Five academic centers in the United States.

Patients

Adult patients admitted through the emergency department at risk for ARDS.

Interventions

Aerosolized budesonide/formoterol vs. placebo twice daily for up to 5 days.

Measurements and Main Results

Sixty-one patients were enrolled from September 3, 2013 to June 9, 2015. Median time from presentation to first study drug was < 9 hours. More patients in the control group had shock at enrollment (14 vs 3 patients). The longitudinal increase in S/F was greater in the treatment group (p=0.02) and independent of shock (p=0.04). Categorical change in S/F improved (p=0.01) but not after adjustment for shock (p=0.15). More patients in the placebo group developed ARDS (7 versus 0) and required mechanical ventilation (53% versus 21%).

Conclusions

Early treatment with inhaled budesonide/formoterol in patients at-risk for ARDS is feasible and improved oxygenation as assessed by S/F. These results support further study to test the efficacy of inhaled corticosteroids and beta agonists for prevention of ARDS.

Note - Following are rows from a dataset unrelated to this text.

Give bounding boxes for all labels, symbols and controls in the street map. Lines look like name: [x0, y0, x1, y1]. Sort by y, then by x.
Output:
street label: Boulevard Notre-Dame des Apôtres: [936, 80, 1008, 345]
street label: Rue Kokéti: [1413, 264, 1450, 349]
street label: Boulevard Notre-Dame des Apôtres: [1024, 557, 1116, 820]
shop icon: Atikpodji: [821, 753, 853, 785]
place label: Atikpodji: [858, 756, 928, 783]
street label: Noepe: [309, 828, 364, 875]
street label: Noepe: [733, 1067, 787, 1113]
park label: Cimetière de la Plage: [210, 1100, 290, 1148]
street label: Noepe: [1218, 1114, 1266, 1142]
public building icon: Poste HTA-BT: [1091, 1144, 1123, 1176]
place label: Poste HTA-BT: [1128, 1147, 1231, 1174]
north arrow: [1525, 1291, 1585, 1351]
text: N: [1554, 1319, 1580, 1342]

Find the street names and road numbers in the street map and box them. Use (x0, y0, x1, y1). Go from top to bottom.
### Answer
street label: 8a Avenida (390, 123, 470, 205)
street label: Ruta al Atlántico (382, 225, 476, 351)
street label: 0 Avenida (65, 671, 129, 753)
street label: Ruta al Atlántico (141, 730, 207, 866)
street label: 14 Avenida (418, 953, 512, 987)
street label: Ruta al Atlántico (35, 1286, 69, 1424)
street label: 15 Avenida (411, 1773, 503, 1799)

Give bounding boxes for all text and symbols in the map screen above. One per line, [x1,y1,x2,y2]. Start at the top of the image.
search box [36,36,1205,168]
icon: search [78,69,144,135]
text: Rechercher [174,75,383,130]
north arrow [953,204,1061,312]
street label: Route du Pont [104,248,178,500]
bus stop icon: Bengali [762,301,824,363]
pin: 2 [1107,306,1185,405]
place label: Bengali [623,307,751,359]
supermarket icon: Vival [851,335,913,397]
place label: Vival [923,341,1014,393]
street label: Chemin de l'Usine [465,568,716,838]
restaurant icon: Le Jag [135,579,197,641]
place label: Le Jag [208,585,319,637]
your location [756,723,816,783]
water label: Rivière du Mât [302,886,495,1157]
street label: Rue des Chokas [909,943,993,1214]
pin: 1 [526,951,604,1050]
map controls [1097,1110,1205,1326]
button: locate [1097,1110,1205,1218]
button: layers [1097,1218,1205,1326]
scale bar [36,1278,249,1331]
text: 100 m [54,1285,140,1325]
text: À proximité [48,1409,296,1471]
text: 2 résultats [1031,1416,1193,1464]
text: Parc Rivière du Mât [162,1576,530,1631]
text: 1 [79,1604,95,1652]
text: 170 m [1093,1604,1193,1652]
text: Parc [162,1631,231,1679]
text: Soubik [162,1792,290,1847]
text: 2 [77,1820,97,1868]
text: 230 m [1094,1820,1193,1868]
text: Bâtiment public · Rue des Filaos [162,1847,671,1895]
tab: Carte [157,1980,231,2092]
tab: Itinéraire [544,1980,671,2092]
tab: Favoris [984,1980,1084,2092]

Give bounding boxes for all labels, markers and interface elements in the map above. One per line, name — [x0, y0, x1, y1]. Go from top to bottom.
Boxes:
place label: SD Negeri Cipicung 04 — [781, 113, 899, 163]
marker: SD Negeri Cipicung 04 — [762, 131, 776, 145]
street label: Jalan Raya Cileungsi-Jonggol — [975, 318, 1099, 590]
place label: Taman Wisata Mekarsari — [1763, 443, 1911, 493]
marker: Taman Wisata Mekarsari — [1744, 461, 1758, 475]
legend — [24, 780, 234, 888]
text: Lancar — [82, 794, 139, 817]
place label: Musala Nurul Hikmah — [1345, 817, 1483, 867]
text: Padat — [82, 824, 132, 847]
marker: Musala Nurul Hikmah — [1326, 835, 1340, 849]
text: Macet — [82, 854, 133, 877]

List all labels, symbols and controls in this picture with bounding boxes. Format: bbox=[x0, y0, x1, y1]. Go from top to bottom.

Keywords: Prevention, oxygenation, ARDS, acute lung injury, budesonide, formoterol

Introduction

Despite being a focus of intense investigation for nearly 50 years (1), the acute respiratory distress syndrome (ARDS) remains a major cause of morbidity and mortality (2). Recent clinical trials have established the benefit of lung protective ventilation and other supportive measures (35), but pharmacologic treatments targeting the underlying lung injury have not improved survival (68). This has led to a paradigm shift toward the prevention and early treatment of ARDS (9). Recently, the Lung Injury Prediction Study (LIPS) established the LIPS score to identify patients at high–risk for developing ARDS at time of admission to the emergency department (ED) (10). A LIPS ≥ 4 had the best discriminatory value with a positive predictive value of 18%. In a secondary analysis of the LIPS cohort, the degree of impaired oxygenation measured by the oxygen saturation divided by the fraction of inspired oxygen (S/F) was the single best predictor of developing ARDS (11). Combined, these risk factors define an enriched population to target for early intervention to prevent the development of ARDS.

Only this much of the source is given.